-------- DATASET EXCERPTS
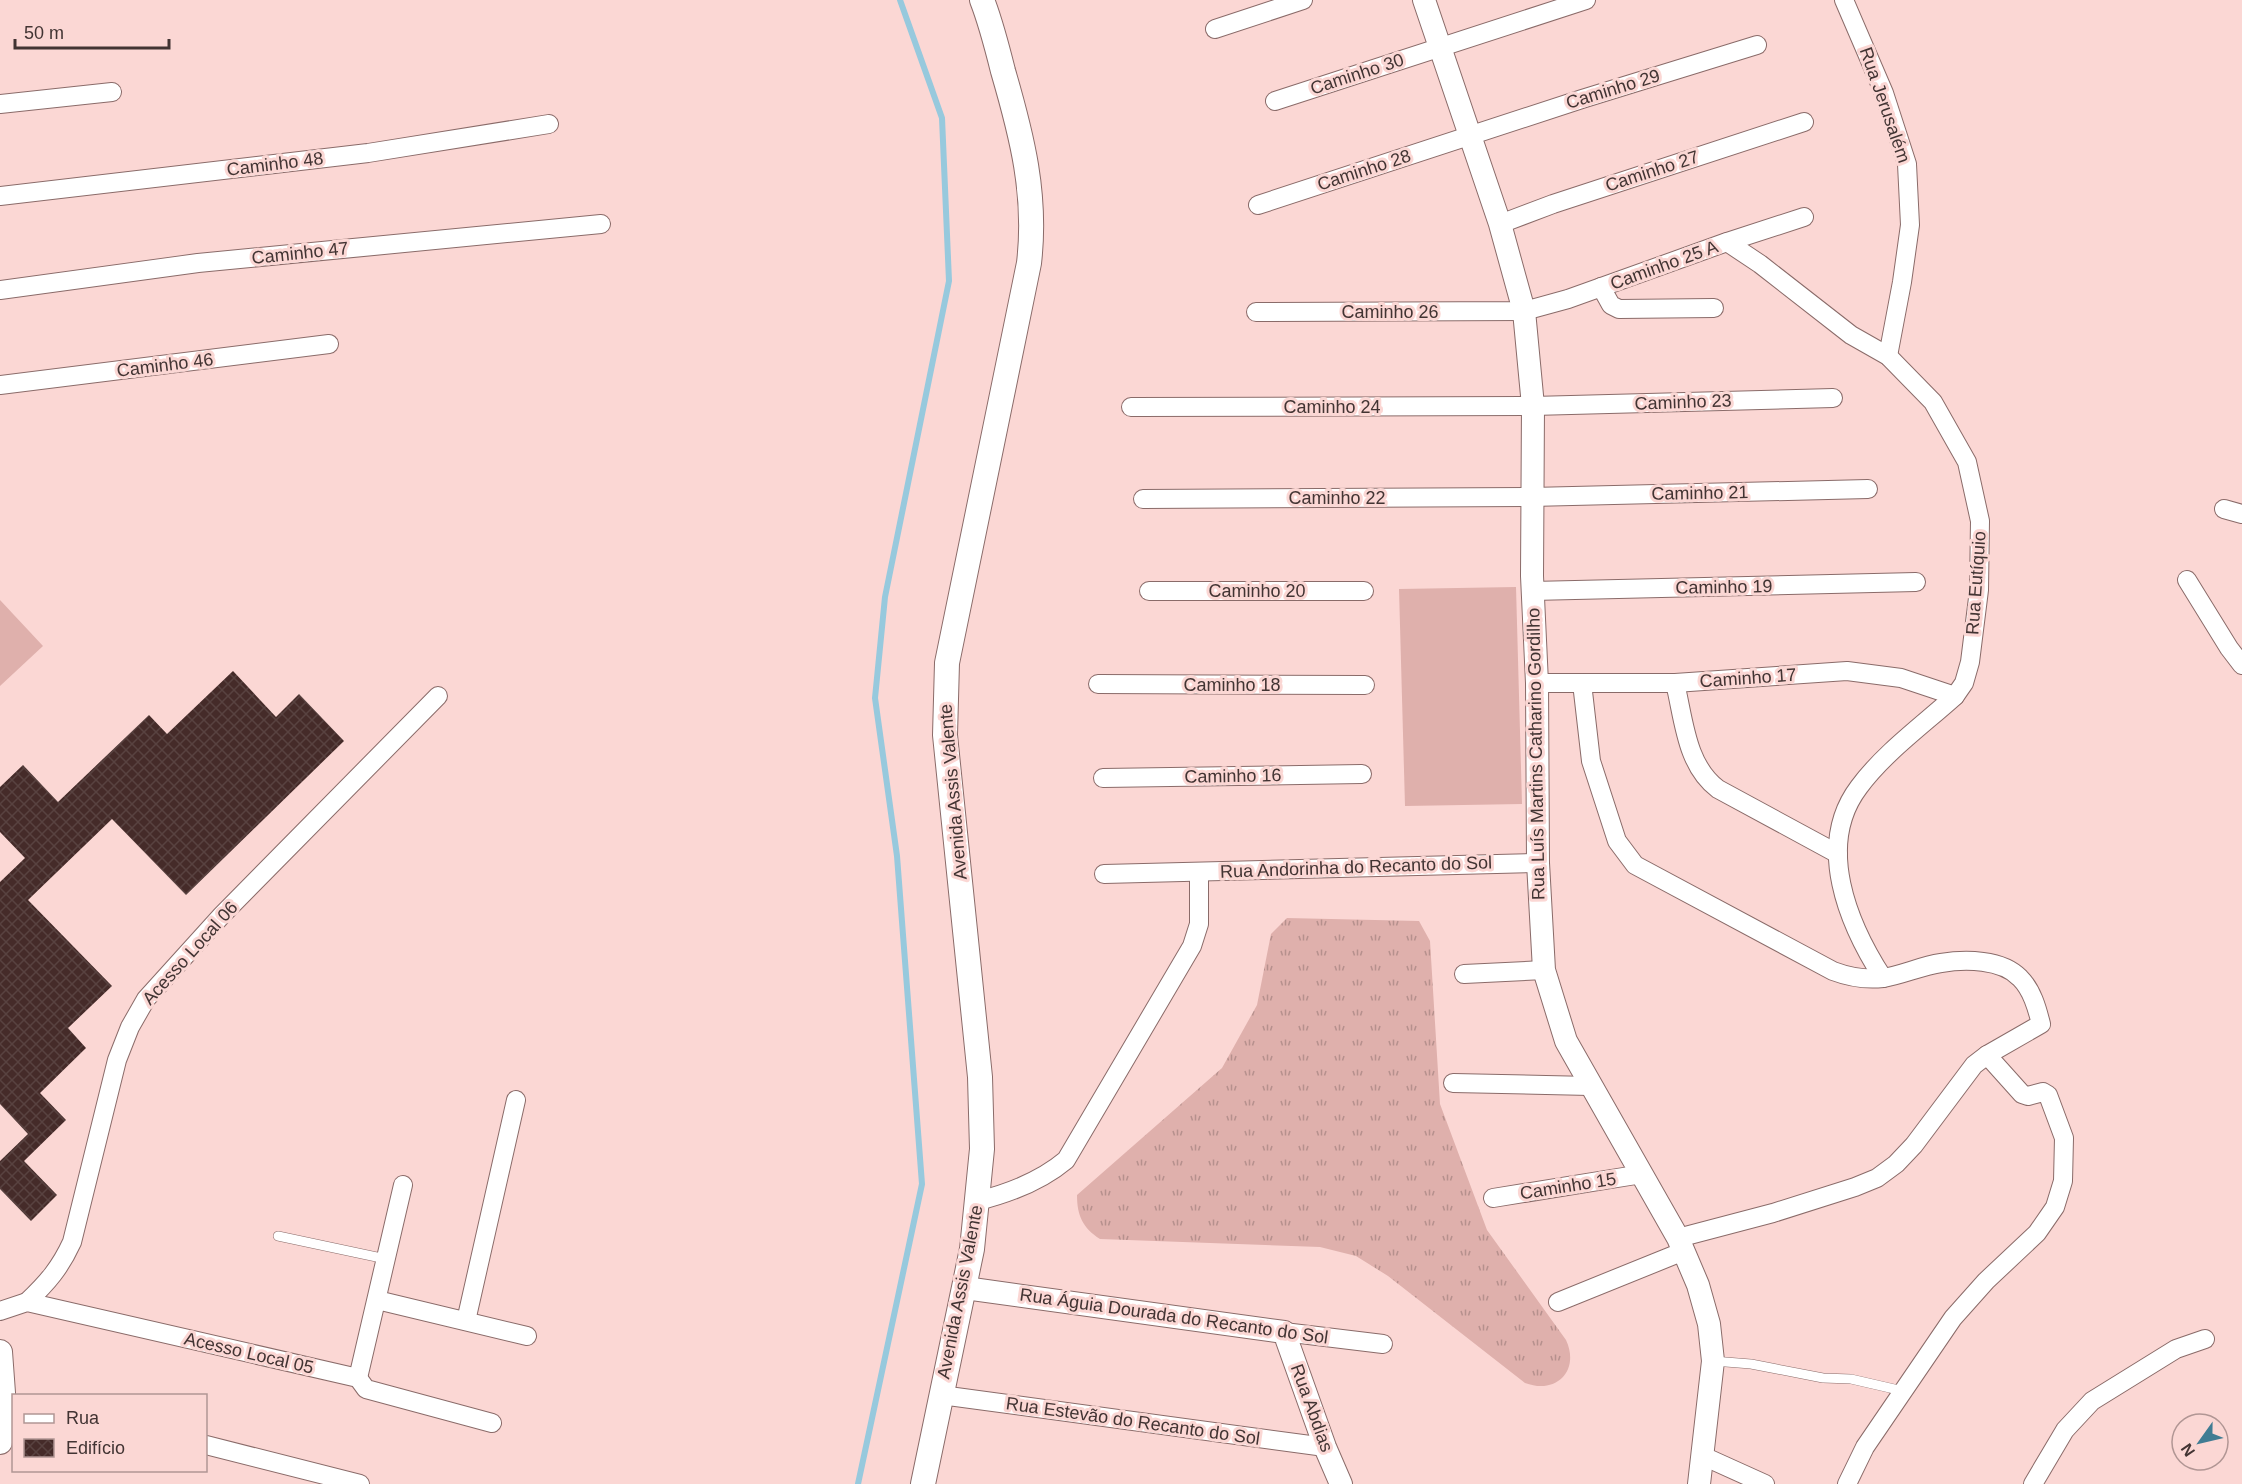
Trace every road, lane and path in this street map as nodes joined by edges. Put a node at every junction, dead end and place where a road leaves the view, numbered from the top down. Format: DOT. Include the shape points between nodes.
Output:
----------------
-------- DATASET EXCERPTS
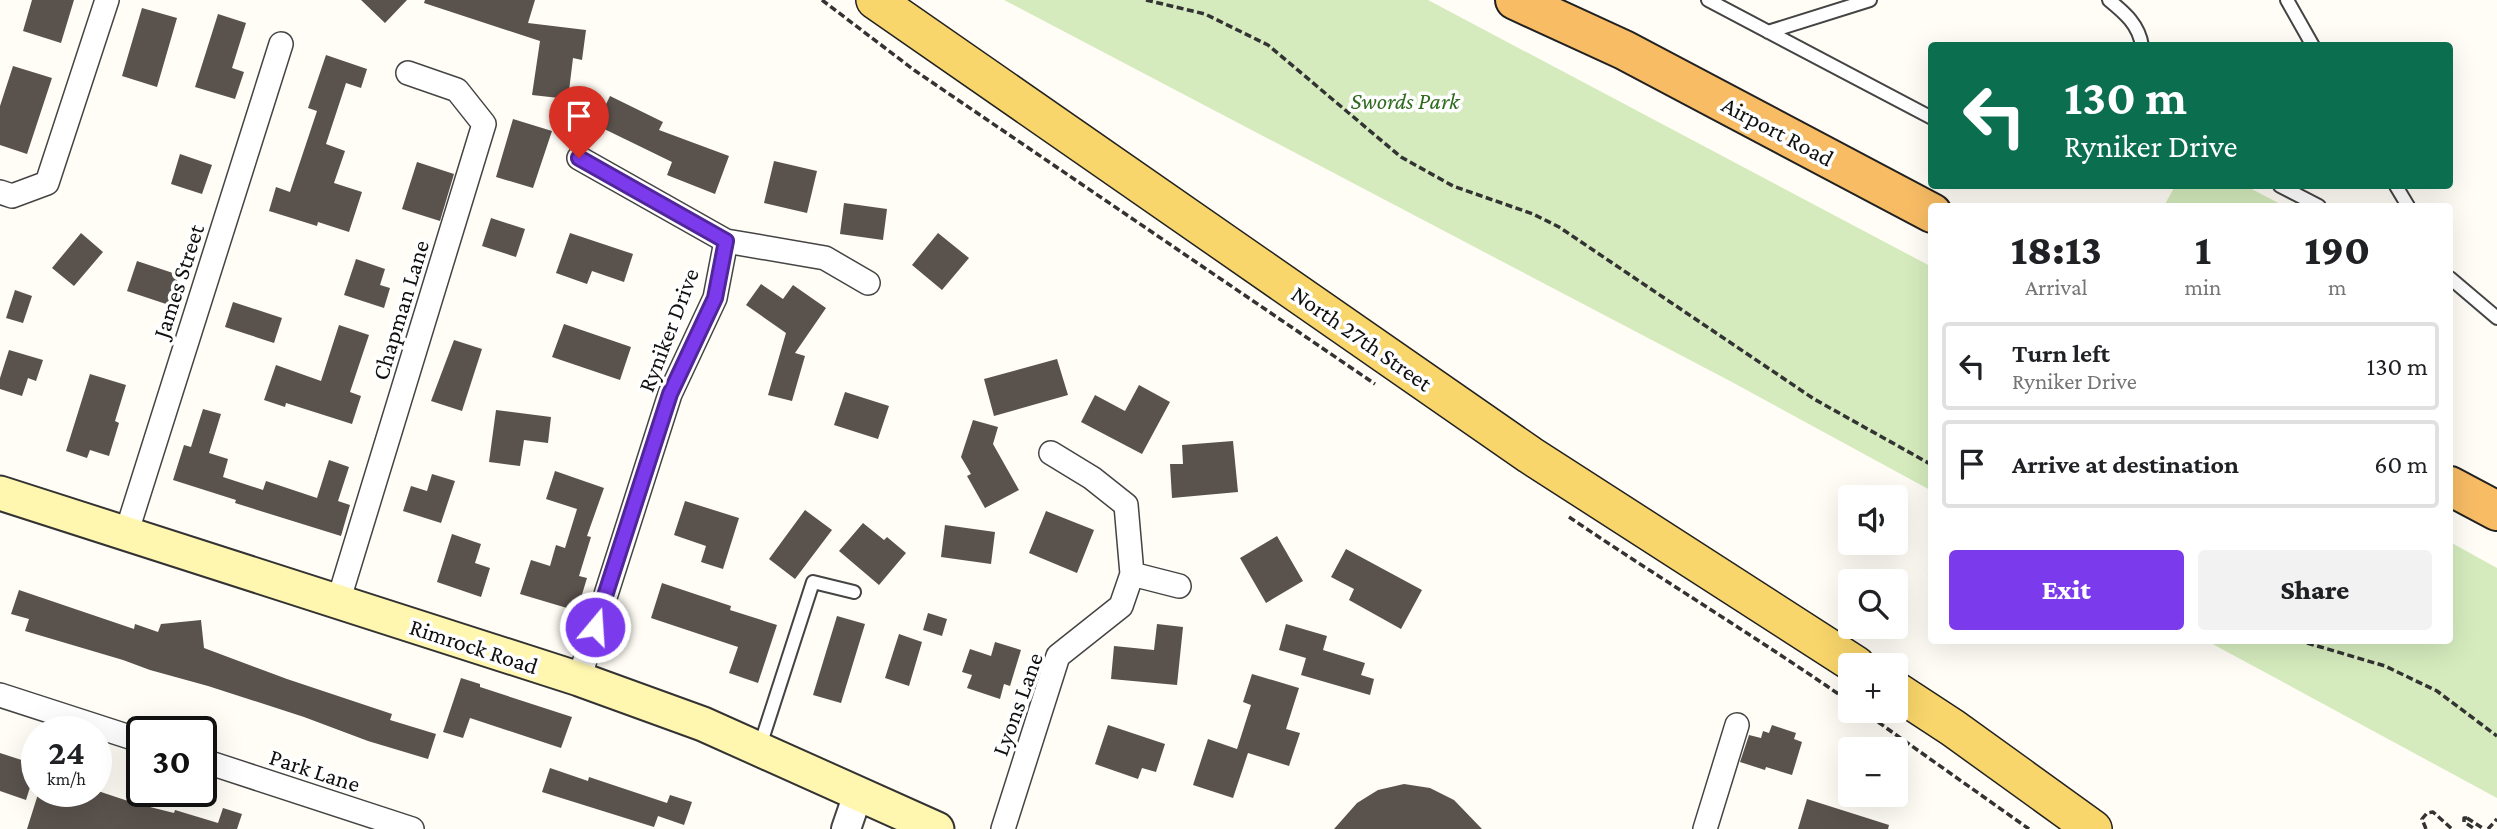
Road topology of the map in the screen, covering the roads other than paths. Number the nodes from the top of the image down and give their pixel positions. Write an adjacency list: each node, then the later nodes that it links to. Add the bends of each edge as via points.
----------------
YOUR OBJECTIVE: Working from the listing above, pick out every line that has "node" and copy it.

SOLUTION:
Trace every road, lane and path in this street map as nodes joined by edges. Put a node at every junction, dead end and place where a road leaves the view, numbered from the top down. Format: DOT. Include the shape points between nodes.
Road topology of the map in the screen, covering the roads other than paths. Number the nodes from the top of the image down and give their pixel positions. Write an adjacency list: each node, then the later nodes that it links to. Add the bends of each edge as via points.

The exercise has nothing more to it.